• _AIM OF THE EXERCISE_
In the listing below, repeat exactly every line from the first through the line containing "2px #614632) drop-shadow(0", with nothing else.

### INFORMATION GIVEN ###

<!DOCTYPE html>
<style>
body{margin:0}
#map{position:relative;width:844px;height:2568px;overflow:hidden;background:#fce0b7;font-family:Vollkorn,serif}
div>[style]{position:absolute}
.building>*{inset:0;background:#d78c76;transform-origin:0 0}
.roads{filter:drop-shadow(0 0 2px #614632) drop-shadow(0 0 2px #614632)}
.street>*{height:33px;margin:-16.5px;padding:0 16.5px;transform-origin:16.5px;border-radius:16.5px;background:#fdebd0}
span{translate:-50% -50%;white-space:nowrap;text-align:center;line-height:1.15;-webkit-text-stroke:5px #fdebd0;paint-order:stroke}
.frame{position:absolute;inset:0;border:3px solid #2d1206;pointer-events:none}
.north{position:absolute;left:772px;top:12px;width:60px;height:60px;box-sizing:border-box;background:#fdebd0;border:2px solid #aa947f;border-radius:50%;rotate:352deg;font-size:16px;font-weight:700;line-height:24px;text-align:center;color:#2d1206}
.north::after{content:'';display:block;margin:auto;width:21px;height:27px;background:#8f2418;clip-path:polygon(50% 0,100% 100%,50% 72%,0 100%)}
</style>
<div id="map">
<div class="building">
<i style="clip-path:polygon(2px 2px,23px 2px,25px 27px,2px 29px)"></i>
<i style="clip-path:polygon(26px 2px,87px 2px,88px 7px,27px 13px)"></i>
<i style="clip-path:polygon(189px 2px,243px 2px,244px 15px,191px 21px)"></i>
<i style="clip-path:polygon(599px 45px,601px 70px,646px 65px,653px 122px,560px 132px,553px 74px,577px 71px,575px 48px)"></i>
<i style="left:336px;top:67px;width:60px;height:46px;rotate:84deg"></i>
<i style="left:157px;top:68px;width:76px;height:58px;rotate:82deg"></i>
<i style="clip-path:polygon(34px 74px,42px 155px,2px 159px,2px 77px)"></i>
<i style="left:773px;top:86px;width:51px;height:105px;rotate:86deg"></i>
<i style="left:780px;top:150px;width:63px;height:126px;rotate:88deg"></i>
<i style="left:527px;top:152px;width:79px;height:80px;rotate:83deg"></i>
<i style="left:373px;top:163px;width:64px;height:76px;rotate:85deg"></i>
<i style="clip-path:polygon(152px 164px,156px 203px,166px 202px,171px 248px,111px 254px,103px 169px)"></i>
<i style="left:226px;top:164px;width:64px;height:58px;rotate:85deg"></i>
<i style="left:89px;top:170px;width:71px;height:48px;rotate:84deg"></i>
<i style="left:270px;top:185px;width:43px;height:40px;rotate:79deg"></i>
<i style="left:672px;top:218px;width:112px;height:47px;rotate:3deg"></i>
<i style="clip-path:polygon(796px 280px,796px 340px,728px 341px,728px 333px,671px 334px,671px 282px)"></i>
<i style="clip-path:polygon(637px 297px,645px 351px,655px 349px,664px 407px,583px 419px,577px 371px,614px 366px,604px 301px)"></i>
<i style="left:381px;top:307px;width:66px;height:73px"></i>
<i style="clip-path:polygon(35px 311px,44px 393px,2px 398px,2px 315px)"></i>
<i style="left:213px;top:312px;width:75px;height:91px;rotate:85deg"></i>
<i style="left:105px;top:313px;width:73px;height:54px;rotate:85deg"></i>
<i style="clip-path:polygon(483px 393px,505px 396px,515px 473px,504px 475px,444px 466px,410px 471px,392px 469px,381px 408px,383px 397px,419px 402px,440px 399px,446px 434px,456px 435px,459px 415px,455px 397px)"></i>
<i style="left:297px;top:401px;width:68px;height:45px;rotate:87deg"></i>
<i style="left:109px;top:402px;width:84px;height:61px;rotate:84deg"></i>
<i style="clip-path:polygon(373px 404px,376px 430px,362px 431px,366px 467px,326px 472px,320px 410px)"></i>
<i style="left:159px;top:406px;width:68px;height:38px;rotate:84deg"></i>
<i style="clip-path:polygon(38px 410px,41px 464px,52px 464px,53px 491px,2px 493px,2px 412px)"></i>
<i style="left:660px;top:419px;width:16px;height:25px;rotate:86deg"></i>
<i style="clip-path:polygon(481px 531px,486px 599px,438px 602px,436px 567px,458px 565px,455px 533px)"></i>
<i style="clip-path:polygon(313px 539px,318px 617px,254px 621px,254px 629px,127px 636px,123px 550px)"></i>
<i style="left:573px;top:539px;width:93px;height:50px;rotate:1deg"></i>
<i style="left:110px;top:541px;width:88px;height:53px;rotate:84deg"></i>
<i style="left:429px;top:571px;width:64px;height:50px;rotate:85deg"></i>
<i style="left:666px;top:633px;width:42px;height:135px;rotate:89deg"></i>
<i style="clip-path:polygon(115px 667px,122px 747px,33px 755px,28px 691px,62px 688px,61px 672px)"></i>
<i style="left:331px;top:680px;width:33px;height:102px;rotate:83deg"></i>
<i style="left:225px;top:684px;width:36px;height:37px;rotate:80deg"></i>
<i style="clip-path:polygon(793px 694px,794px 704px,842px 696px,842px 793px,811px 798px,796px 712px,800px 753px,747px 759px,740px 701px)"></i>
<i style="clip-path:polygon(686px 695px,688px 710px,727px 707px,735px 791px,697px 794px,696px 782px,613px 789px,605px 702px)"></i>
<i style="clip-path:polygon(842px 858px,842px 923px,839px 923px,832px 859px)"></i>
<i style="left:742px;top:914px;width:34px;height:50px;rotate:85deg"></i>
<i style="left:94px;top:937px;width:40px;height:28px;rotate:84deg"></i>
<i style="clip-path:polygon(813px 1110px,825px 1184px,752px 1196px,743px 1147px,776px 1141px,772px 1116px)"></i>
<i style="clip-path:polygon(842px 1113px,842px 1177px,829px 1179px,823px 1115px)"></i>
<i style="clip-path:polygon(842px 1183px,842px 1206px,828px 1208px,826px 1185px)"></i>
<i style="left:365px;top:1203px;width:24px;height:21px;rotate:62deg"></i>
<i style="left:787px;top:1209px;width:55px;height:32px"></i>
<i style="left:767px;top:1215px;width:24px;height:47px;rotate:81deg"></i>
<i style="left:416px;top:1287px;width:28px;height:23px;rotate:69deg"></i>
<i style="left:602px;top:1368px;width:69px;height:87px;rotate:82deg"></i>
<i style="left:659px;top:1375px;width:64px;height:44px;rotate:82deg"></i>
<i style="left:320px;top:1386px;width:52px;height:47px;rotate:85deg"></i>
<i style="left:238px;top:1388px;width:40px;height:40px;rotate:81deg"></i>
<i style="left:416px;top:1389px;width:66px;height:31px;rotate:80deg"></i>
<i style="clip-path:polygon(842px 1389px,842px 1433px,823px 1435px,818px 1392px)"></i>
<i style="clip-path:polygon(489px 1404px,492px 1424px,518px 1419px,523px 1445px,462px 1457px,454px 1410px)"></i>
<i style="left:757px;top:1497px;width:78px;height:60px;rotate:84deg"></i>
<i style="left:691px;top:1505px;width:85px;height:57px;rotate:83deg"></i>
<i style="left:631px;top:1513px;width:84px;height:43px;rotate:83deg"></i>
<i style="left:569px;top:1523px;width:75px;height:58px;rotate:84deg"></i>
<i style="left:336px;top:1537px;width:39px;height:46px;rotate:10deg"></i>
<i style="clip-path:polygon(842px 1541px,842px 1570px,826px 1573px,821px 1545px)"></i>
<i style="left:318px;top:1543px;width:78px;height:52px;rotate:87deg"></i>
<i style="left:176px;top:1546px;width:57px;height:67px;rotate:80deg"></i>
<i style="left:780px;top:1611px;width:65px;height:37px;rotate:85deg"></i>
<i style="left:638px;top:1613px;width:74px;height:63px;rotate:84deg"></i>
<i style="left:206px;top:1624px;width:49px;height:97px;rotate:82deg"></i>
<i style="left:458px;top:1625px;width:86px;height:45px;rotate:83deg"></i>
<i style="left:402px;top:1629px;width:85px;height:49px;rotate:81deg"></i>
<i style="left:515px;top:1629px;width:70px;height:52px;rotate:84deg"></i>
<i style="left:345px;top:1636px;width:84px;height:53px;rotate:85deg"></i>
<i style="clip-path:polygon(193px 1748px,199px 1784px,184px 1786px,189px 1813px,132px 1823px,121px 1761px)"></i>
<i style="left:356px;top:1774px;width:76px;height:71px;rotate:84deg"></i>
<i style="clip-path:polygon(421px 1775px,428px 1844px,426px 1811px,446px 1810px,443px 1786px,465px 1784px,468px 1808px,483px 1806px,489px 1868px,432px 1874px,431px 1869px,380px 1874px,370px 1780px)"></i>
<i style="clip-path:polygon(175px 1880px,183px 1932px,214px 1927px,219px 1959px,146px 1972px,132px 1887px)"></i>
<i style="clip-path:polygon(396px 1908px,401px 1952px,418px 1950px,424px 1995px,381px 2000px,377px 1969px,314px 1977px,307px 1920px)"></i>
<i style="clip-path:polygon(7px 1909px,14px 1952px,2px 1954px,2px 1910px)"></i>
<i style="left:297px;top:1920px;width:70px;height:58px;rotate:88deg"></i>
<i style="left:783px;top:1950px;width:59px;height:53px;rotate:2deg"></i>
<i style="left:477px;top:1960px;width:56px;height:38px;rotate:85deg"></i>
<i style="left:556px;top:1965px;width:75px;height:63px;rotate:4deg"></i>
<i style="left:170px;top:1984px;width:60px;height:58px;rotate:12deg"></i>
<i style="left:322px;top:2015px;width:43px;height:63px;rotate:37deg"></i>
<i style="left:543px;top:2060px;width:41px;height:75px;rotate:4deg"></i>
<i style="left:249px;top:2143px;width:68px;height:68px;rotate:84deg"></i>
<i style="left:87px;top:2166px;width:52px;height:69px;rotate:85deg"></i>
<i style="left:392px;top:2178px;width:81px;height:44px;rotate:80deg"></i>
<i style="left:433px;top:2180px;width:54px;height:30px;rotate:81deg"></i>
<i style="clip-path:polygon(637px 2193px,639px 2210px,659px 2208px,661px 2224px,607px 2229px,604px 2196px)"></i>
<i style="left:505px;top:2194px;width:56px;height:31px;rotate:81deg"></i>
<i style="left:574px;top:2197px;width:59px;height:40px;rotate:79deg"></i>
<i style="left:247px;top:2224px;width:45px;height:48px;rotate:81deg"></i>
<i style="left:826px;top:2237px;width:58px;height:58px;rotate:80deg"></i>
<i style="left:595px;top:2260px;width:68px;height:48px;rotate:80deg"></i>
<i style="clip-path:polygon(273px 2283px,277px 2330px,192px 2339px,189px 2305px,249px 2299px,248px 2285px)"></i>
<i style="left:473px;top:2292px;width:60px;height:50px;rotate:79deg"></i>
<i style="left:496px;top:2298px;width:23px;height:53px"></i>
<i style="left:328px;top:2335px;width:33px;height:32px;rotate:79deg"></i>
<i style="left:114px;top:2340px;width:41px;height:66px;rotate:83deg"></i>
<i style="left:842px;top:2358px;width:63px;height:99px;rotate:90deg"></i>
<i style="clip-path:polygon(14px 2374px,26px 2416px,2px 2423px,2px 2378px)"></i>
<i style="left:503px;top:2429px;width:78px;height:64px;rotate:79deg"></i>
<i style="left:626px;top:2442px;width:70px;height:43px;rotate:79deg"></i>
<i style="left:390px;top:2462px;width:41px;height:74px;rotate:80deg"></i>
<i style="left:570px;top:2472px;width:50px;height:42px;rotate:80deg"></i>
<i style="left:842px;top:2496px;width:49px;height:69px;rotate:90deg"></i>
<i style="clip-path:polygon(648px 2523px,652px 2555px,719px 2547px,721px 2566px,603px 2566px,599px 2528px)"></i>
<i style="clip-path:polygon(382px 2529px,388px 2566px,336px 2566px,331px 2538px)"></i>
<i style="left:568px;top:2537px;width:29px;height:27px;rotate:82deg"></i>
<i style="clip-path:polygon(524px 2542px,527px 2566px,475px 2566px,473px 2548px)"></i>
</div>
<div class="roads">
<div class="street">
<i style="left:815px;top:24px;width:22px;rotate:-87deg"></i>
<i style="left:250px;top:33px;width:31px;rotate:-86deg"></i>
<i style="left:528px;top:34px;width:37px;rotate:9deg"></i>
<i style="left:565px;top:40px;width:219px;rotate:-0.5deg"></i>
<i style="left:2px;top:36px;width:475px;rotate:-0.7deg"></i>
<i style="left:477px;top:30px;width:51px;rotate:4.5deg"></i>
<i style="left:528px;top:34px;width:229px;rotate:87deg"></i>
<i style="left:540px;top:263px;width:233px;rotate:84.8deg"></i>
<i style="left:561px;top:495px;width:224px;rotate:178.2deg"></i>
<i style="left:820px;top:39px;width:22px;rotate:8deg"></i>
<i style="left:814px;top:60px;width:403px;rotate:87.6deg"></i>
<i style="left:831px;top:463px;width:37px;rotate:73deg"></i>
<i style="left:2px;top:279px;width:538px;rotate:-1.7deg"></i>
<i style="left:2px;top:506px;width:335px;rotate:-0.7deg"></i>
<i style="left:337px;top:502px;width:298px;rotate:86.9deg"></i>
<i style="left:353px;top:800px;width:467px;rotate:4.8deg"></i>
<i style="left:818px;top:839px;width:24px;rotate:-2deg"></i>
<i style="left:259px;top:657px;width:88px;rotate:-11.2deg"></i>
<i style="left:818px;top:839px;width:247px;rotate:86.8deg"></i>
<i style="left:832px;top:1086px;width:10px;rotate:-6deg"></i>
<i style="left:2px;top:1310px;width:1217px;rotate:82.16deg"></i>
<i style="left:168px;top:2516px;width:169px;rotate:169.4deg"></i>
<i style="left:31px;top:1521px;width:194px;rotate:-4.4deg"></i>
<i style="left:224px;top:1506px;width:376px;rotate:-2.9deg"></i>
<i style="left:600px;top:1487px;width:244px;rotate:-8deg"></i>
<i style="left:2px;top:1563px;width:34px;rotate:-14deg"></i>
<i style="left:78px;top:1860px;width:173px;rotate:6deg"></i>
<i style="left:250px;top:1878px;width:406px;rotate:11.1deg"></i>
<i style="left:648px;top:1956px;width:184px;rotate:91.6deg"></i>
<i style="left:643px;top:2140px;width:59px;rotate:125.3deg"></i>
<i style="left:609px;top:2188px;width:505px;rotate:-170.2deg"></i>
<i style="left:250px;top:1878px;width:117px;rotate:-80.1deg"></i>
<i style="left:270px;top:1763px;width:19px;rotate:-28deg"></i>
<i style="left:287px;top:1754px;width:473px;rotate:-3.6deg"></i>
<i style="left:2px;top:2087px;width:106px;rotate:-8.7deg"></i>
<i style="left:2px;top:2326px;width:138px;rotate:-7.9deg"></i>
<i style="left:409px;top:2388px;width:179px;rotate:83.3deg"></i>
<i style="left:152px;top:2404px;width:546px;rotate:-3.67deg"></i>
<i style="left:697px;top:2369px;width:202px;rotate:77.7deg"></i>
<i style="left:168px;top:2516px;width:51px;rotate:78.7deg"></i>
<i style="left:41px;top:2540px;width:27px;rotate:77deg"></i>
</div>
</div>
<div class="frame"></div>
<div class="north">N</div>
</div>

###

• _WRITTEN SOLUTION_
<!DOCTYPE html>
<style>
body{margin:0}
#map{position:relative;width:844px;height:2568px;overflow:hidden;background:#fce0b7;font-family:Vollkorn,serif}
div>[style]{position:absolute}
.building>*{inset:0;background:#d78c76;transform-origin:0 0}
.roads{filter:drop-shadow(0 0 2px #614632) drop-shadow(0 0 2px #614632)}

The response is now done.